MATERIAL FOR THIS TASK:
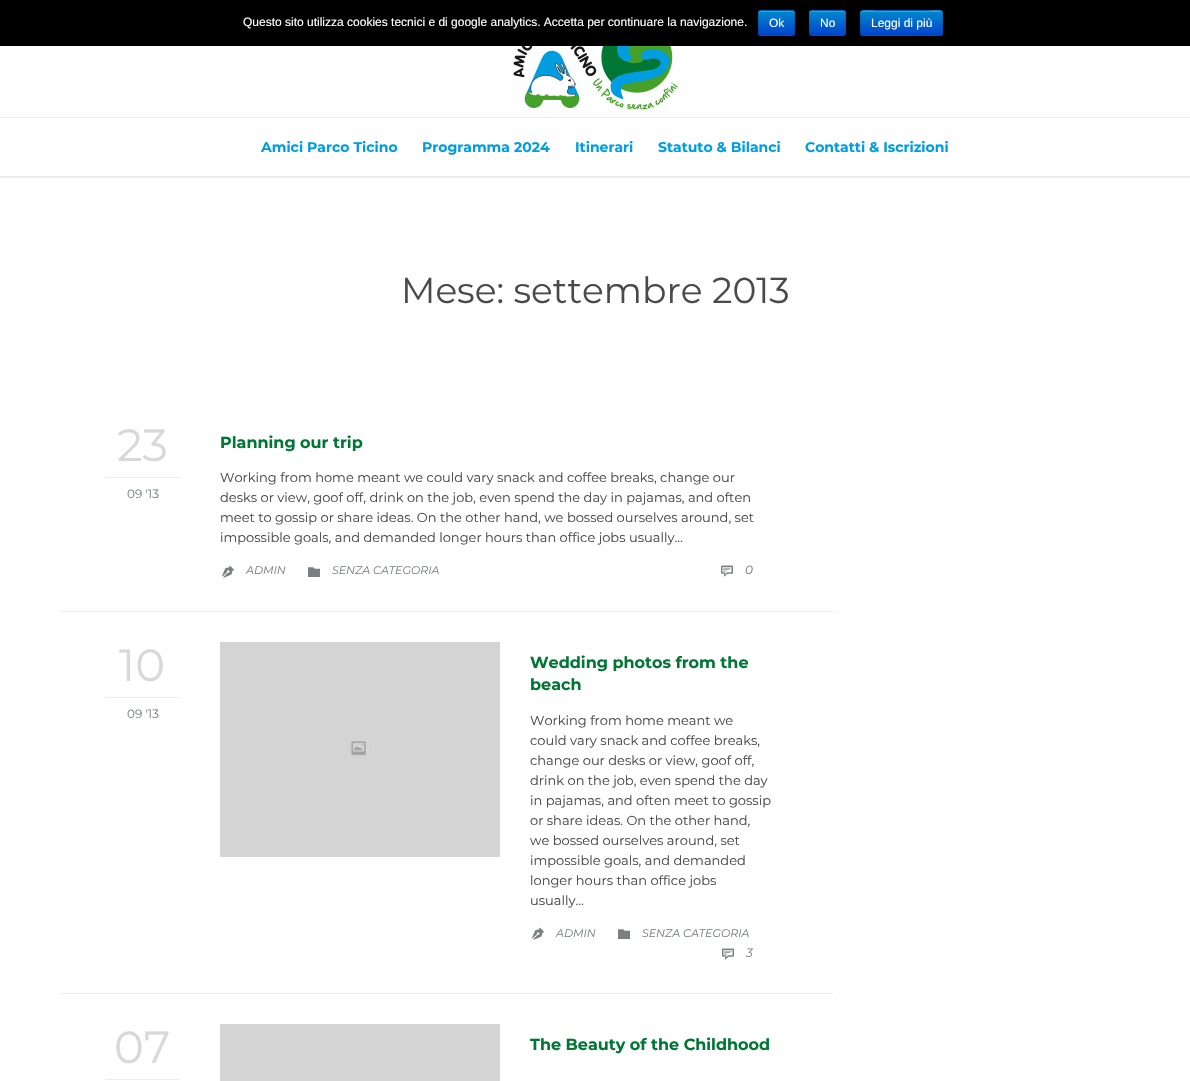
void draw(SkCanvas* canvas) {
	SkPaint fill;
	fill.setAntiAlias(true);
	auto makeFont = [&](const char* family, int weight, float size, bool italic = false) {
		SkFontStyle style(weight, SkFontStyle::kNormal_Width,
			italic ? SkFontStyle::kItalic_Slant : SkFontStyle::kUpright_Slant);
		SkFont result(fontMgr->matchFamilyStyle(family, style), size);
		result.setSubpixel(true);
		return result;
	};
	auto text = [&](const char* s, float x, float y, const SkFont& font) {
		canvas->drawString(s, x, y, font, fill);
	};
	auto box = [&](float l, float t, float r, float b) {
		canvas->drawRect(SkRect::MakeLTRB(l, t, r, b), fill);
	};
	auto roundBox = [&](float l, float t, float r, float b, float radius) {
		canvas->drawRoundRect(SkRect::MakeLTRB(l, t, r, b), radius, radius, fill);
	};
	auto picture = [&](const char* path, float l, float t, float r, float b) {
		auto image = SkImages::DeferredFromEncodedData(SkData::MakeFromFileName(path));
		canvas->drawImageRect(image, SkRect::MakeLTRB(l, t, r, b), SkSamplingOptions());
	};
	canvas->clear(0xFFEDEDED);
	fill.setColor(0xFF000000);
	box(0, 0, 1190, 46);
	fill.setColor(0xFF006DCC);
	roundBox(758, 10, 795, 36, 3);
	canvas->save();
	canvas->clipPath(SkPathBuilder().moveTo(761, 10).lineTo(792, 10).cubicTo(793.5f, 10, 795, 11.5f, 795, 13).lineTo(795, 33).cubicTo(795, 34.5f, 793.5f, 36, 792, 36).lineTo(761, 36).cubicTo(759.5f, 36, 758, 34.5f, 758, 33).lineTo(758, 13).cubicTo(758, 11.5f, 759.5f, 10, 761, 10).close().detach(), true);
	{
		const SkColor colors[] = {0xFF0088CC, 0xFF0044CC};
		const float stops[] = {0, 1};
		const SkPoint ends[] = {{777, 11}, {777, 35}};
		fill.setShader(SkGradientShader::MakeLinear(ends, colors, stops, 2, SkTileMode::kClamp));
		fill.setAlpha(255);
	}
	box(758, 11, 795, 35);
	canvas->restore();
	fill.setShader(nullptr);
	fill.setColor(0x33FFFFFF);
	canvas->drawPath(SkPathBuilder().moveTo(761, 12).lineTo(792, 12).cubicTo(793, 12, 794, 13, 794, 14).cubicTo(794, 9.5f, 790.5f, 11, 787, 11).lineTo(766, 11).cubicTo(762.5f, 11, 759, 9.5f, 759, 14).cubicTo(759, 13, 760, 12, 761, 12).close().detach(), fill);
	fill.setStyle(SkPaint::kStroke_Style);
	fill.setStrokeWidth(1);
	fill.setColor(0x40000000);
	canvas->drawPath(SkPathBuilder().moveTo(794, 35).cubicTo(793.5f, 35, 792.5f, 35.5f, 792, 35.5f).lineTo(761, 35.5f).cubicTo(760.5f, 35.5f, 759.5f, 35, 759, 35).detach(), fill);
	fill.setColor(0x1A000000);
	canvas->drawPath(SkPathBuilder().moveTo(759, 35).cubicTo(759, 34.5f, 758.5f, 33.5f, 758.5f, 33).lineTo(758.5f, 13).cubicTo(758.5f, 12.5f, 759, 11.5f, 759, 11).cubicTo(759.5f, 11, 760.5f, 10.5f, 761, 10.5f).lineTo(792, 10.5f).cubicTo(792.5f, 10.5f, 793.5f, 11, 794, 11).cubicTo(794, 11.5f, 794.5f, 12.5f, 794.5f, 13).lineTo(794.5f, 33).cubicTo(794.5f, 33.5f, 794, 34.5f, 794, 35).detach(), fill);
	fill.setStyle(SkPaint::kFill_Style);
	fill.setColor(0xFF006DCC);
	roundBox(809, 10, 846, 36, 3);
	canvas->save();
	canvas->clipPath(SkPathBuilder().moveTo(812, 10).lineTo(843, 10).cubicTo(844.5f, 10, 846, 11.5f, 846, 13).lineTo(846, 33).cubicTo(846, 34.5f, 844.5f, 36, 843, 36).lineTo(812, 36).cubicTo(810.5f, 36, 809, 34.5f, 809, 33).lineTo(809, 13).cubicTo(809, 11.5f, 810.5f, 10, 812, 10).close().detach(), true);
	{
		const SkColor colors[] = {0xFF0088CC, 0xFF0044CC};
		const float stops[] = {0, 1};
		const SkPoint ends[] = {{828, 11}, {828, 35}};
		fill.setShader(SkGradientShader::MakeLinear(ends, colors, stops, 2, SkTileMode::kClamp));
		fill.setAlpha(255);
	}
	box(809, 11, 846, 35);
	canvas->restore();
	fill.setShader(nullptr);
	fill.setColor(0x33FFFFFF);
	canvas->drawPath(SkPathBuilder().moveTo(812, 12).lineTo(843, 12).cubicTo(844, 12, 845, 13, 845, 14).cubicTo(845, 9.5f, 841.5f, 11, 838, 11).lineTo(817, 11).cubicTo(813.5f, 11, 810, 9.5f, 810, 14).cubicTo(810, 13, 811, 12, 812, 12).close().detach(), fill);
	fill.setStyle(SkPaint::kStroke_Style);
	fill.setColor(0x40000000);
	canvas->drawPath(SkPathBuilder().moveTo(845, 35).cubicTo(844.5f, 35, 843.5f, 35.5f, 843, 35.5f).lineTo(812, 35.5f).cubicTo(811.5f, 35.5f, 810.5f, 35, 810, 35).detach(), fill);
	fill.setColor(0x1A000000);
	canvas->drawPath(SkPathBuilder().moveTo(810, 35).cubicTo(810, 34.5f, 809.5f, 33.5f, 809.5f, 33).lineTo(809.5f, 13).cubicTo(809.5f, 12.5f, 810, 11.5f, 810, 11).cubicTo(810.5f, 11, 811.5f, 10.5f, 812, 10.5f).lineTo(843, 10.5f).cubicTo(843.5f, 10.5f, 844.5f, 11, 845, 11).cubicTo(845, 11.5f, 845.5f, 12.5f, 845.5f, 13).lineTo(845.5f, 33).cubicTo(845.5f, 33.5f, 845, 34.5f, 845, 35).detach(), fill);
	fill.setStyle(SkPaint::kFill_Style);
	fill.setColor(0xFF006DCC);
	roundBox(860, 10, 943, 36, 3);
	canvas->save();
	canvas->clipPath(SkPathBuilder().moveTo(863, 10).lineTo(940, 10).cubicTo(941.5f, 10, 943, 11.5f, 943, 13).lineTo(943, 33).cubicTo(943, 34.5f, 941.5f, 36, 940, 36).lineTo(863, 36).cubicTo(861.5f, 36, 860, 34.5f, 860, 33).lineTo(860, 13).cubicTo(860, 11.5f, 861.5f, 10, 863, 10).close().detach(), true);
	{
		const SkColor colors[] = {0xFF0088CC, 0xFF0044CC};
		const float stops[] = {0, 1};
		const SkPoint ends[] = {{902, 11}, {902, 35}};
		fill.setShader(SkGradientShader::MakeLinear(ends, colors, stops, 2, SkTileMode::kClamp));
		fill.setAlpha(255);
	}
	box(860, 11, 943, 35);
	canvas->restore();
	fill.setShader(nullptr);
	fill.setColor(0x33FFFFFF);
	canvas->drawPath(SkPathBuilder().moveTo(863, 12).lineTo(940, 12).cubicTo(941, 12, 942, 13, 942, 14).cubicTo(942, 7, 930, 11, 927, 11).lineTo(876, 11).cubicTo(873, 11, 861, 7, 861, 14).cubicTo(861, 13, 862, 12, 863, 12).close().detach(), fill);
	fill.setStyle(SkPaint::kStroke_Style);
	fill.setColor(0x40000000);
	canvas->drawPath(SkPathBuilder().moveTo(942, 35).lineTo(940, 35.5f).lineTo(927, 35.5f).cubicTo(920, 35.5f, 863.5f, 36.5f, 861.5f, 35).lineTo(861, 35).detach(), fill);
	fill.setColor(0x1A000000);
	canvas->drawPath(SkPathBuilder().moveTo(861, 35).cubicTo(859.5f, 33, 860.5f, 28.5f, 860.5f, 26.5f).cubicTo(860.5f, 7.5f, 857, 10.5f, 876, 10.5f).lineTo(927, 10.5f).cubicTo(946, 10.5f, 942.5f, 7.5f, 942.5f, 26.5f).cubicTo(942.5f, 28.5f, 943.5f, 33, 942, 35).detach(), fill);
	fill.setStyle(SkPaint::kFill_Style);
	fill.setColor(0xFFE8E8E8);
	box(0, 176, 1190, 177);
	fill.setColor(0xFFFFFFFF);
	box(0, 46, 1190, 117);
	picture("image0.png", 513, 46, 678, 111);
	box(0, 118, 1190, 176);
	box(0, 178, 1190, 1081);
	fill.setColor(0xFFEDEDED);
	box(60, 611, 833, 612);
	box(105, 477, 180, 478);
	picture("image1.png", 222, 565, 234, 578);
	picture("image2.png", 308, 567, 320, 577);
	picture("image3.png", 721, 565, 733, 577);
	box(60, 993, 833, 994);
	box(105, 697, 180, 698);
	picture("image4.png", 220, 642, 500, 857);
	picture("image1.png", 532, 927, 544, 940);
	picture("image2.png", 618, 929, 630, 939);
	picture("image3.png", 722, 948, 734, 960);
	box(105, 1079, 180, 1080);
	fill.setColor(0xFFD4D4D4);
	box(220, 1024, 500, 1081);
	auto font1 = makeFont("Liberation Sans", 400, 12);
	fill.setColor(0xFFFFFFFF);
	text("Questo sito utilizza cookies tecnici e di google analytics. Accetta per continuare la navigazione.", 243, 26, font1);
	text("Ok", 769, 27, font1);
	text("No", 820, 27, font1);
	text("Leggi di più", 871, 27, font1);
	auto font2 = makeFont("Montserrat", 700, 14);
	fill.setColor(0xFF009EE0);
	text("Amici Parco Ticino", 261, 152, font2);
	text("Programma 2024", 422, 152, font2);
	text("Itinerari", 575, 152, font2);
	text("Statuto & Bilanci", 658, 152, font2);
	text("Contatti & Iscrizioni", 805, 152, font2);
	auto font3 = makeFont("Montserrat", 400, 36);
	fill.setColor(0xFF4A4A4A);
	text("Mese: settembre 2013", 401, 303, font3);
	auto font4 = makeFont("Montserrat", 400, 45);
	fill.setColor(0xFFD8D8D8);
	text("23", 117, 461, font4);
	auto font5 = makeFont("Montserrat", 400, 12);
	fill.setColor(0xFF7C7F82);
	text("09 '13", 127, 498, font5);
	auto font6 = makeFont("Montserrat", 700, 16);
	fill.setColor(0xFF007734);
	text("Planning our trip", 220, 448, font6);
	auto font7 = makeFont("Montserrat", 400, 13);
	fill.setColor(0xFF4A4A4A);
	text("Working from home meant we could vary snack and coffee breaks, change our", 220, 482, font7);
	text("desks or view, goof off, drink on the job, even spend the day in pajamas, and often", 220, 502, font7);
	text("meet to gossip or share ideas. On the other hand, we bossed ourselves around, set", 220, 522, font7);
	text("impossible goals, and demanded longer hours than office jobs usually…", 220, 542, font7);
	auto font8 = makeFont("Montserrat", 100, 11, true);
	fill.setColor(0xFF7C7F82);
	text("ADMIN", 246, 574, font8);
	text("SENZA CATEGORIA", 332, 574, font8);
	auto font9 = makeFont("Montserrat", 100, 12, true);
	text("0", 745, 574, font9);
	fill.setColor(0xFFD8D8D8);
	text("10", 119, 681, font4);
	fill.setColor(0xFF7C7F82);
	text("09 '13", 127, 718, font5);
	fill.setColor(0xFF007734);
	text("Wedding photos from the", 530, 668, font6);
	text("beach", 530, 690, font6);
	fill.setColor(0xFF4A4A4A);
	text("Working from home meant we", 530, 725, font7);
	text("could vary snack and coffee breaks,", 530, 745, font7);
	text("change our desks or view, goof off,", 530, 765, font7);
	text("drink on the job, even spend the day", 530, 785, font7);
	text("in pajamas, and often meet to gossip", 530, 805, font7);
	text("or share ideas. On the other hand,", 530, 825, font7);
	text("we bossed ourselves around, set", 530, 845, font7);
	text("impossible goals, and demanded", 530, 865, font7);
	text("longer hours than office jobs", 530, 885, font7);
	text("usually…", 530, 905, font7);
	fill.setColor(0xFF7C7F82);
	text("ADMIN", 556, 937, font8);
	text("SENZA CATEGORIA", 642, 937, font8);
	text("3", 746, 957, font9);
	fill.setColor(0xFFD8D8D8);
	text("07", 114, 1063, font4);
	fill.setColor(0xFF007734);
	text("The Beauty of the Childhood", 530, 1050, font6);
}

EXERCISE DESCRIPTION: Using the entries above, output exactly the lines between the line holding "box(0, 118, 1190, 176);" and the line holding "fill.setColor(0xFF009EE0);", end lines included, and nothing more.

OUTPUT OF THE EXERCISE:
	box(0, 118, 1190, 176);
	box(0, 178, 1190, 1081);
	fill.setColor(0xFFEDEDED);
	box(60, 611, 833, 612);
	box(105, 477, 180, 478);
	picture("image1.png", 222, 565, 234, 578);
	picture("image2.png", 308, 567, 320, 577);
	picture("image3.png", 721, 565, 733, 577);
	box(60, 993, 833, 994);
	box(105, 697, 180, 698);
	picture("image4.png", 220, 642, 500, 857);
	picture("image1.png", 532, 927, 544, 940);
	picture("image2.png", 618, 929, 630, 939);
	picture("image3.png", 722, 948, 734, 960);
	box(105, 1079, 180, 1080);
	fill.setColor(0xFFD4D4D4);
	box(220, 1024, 500, 1081);
	auto font1 = makeFont("Liberation Sans", 400, 12);
	fill.setColor(0xFFFFFFFF);
	text("Questo sito utilizza cookies tecnici e di google analytics. Accetta per continuare la navigazione.", 243, 26, font1);
	text("Ok", 769, 27, font1);
	text("No", 820, 27, font1);
	text("Leggi di più", 871, 27, font1);
	auto font2 = makeFont("Montserrat", 700, 14);
	fill.setColor(0xFF009EE0);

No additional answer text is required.